I also made a handwritten precis of each of the CBKs using a couple of sources, put the books aside and used that as my main reference.  Where my notes didn’t make complete sense I’d probably not fully understood so I went back and annotated them with clarifications, rather than panic.  


Finally make sure you have your travel to the exam centre, start time, being well rested etc all in hand.  And should you pass, then great, but if you don’t it’s just a temporary set-back; figure it out, fix those things and give it another go.



Community Champion

Thanks Dimante. The more experience and learning you bring to the exam the better your chances will be, I suppose. I have been reading what I can in Security Engineering, Network and Telecomms security, etc. I have the modern books, but I have found some of the older stuff good, too. (CISSP Gold was one that looks good.)

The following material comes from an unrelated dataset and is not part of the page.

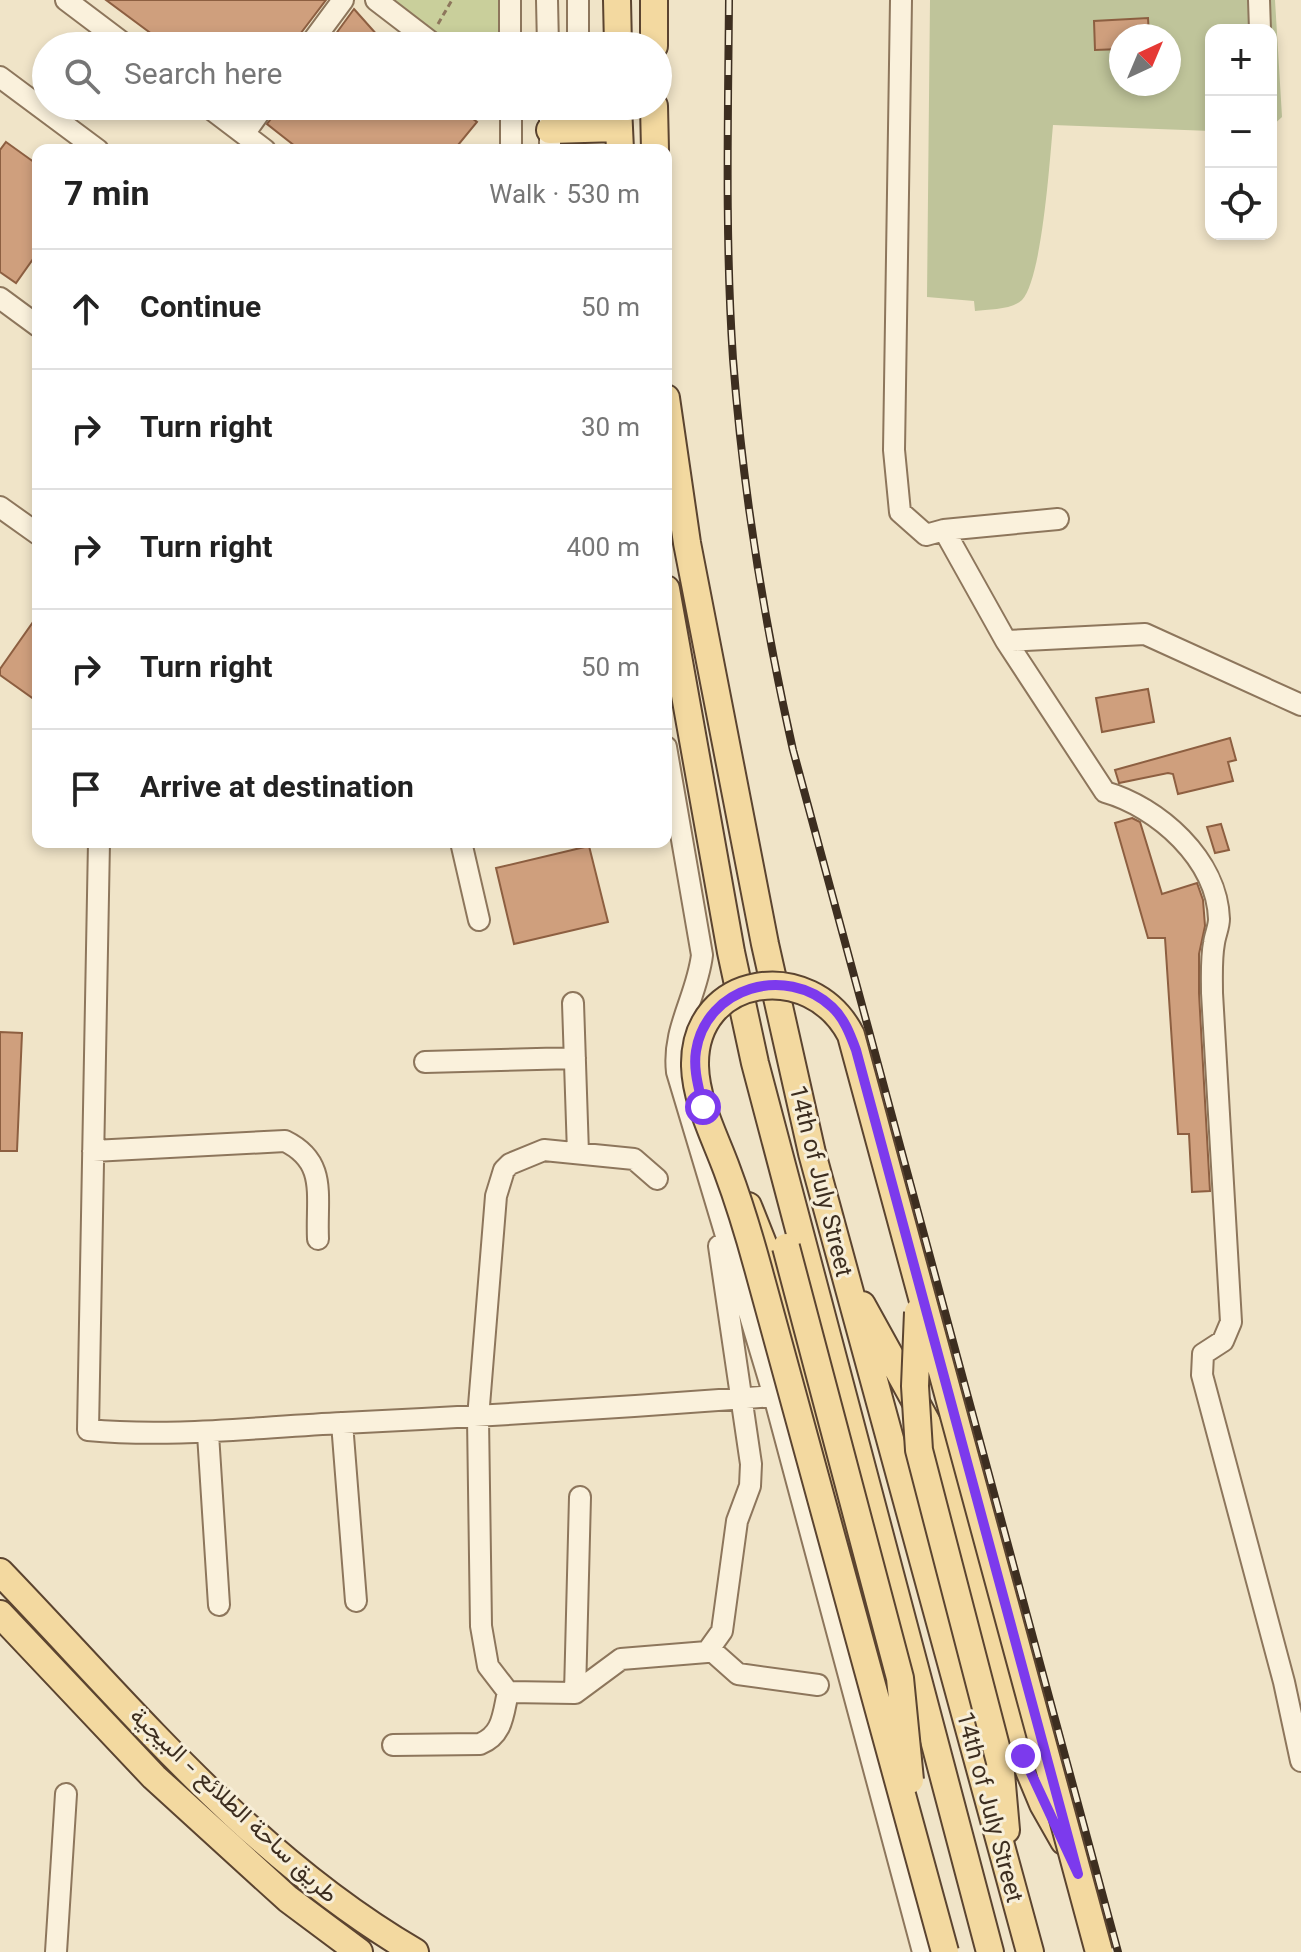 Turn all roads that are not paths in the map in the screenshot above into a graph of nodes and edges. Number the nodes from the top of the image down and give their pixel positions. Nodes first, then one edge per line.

I always look for FAQ and Q&A style stuff, and I make questions for the people I'm studying with. Because these guys are more hardcore security folk, I&A, crypto, etc. they can figure out the numbers in a flash; but when it comes to governance, risk assessment, business continuity, disaster recovery, and more of the so-called "softer skills" I tend to have the "truthiest" answer quicker.


That means little though in exam mode, I realize, because when you are in exam mode, there is nothing but you, your wits, your knowledge and experience, and basic kismet.Hopefully, if you can leverage the former, the latter will smile at you. 😉


I am taking a boot camp in June and will write the exam later that month (postponement owing to circumstances beyond my control.)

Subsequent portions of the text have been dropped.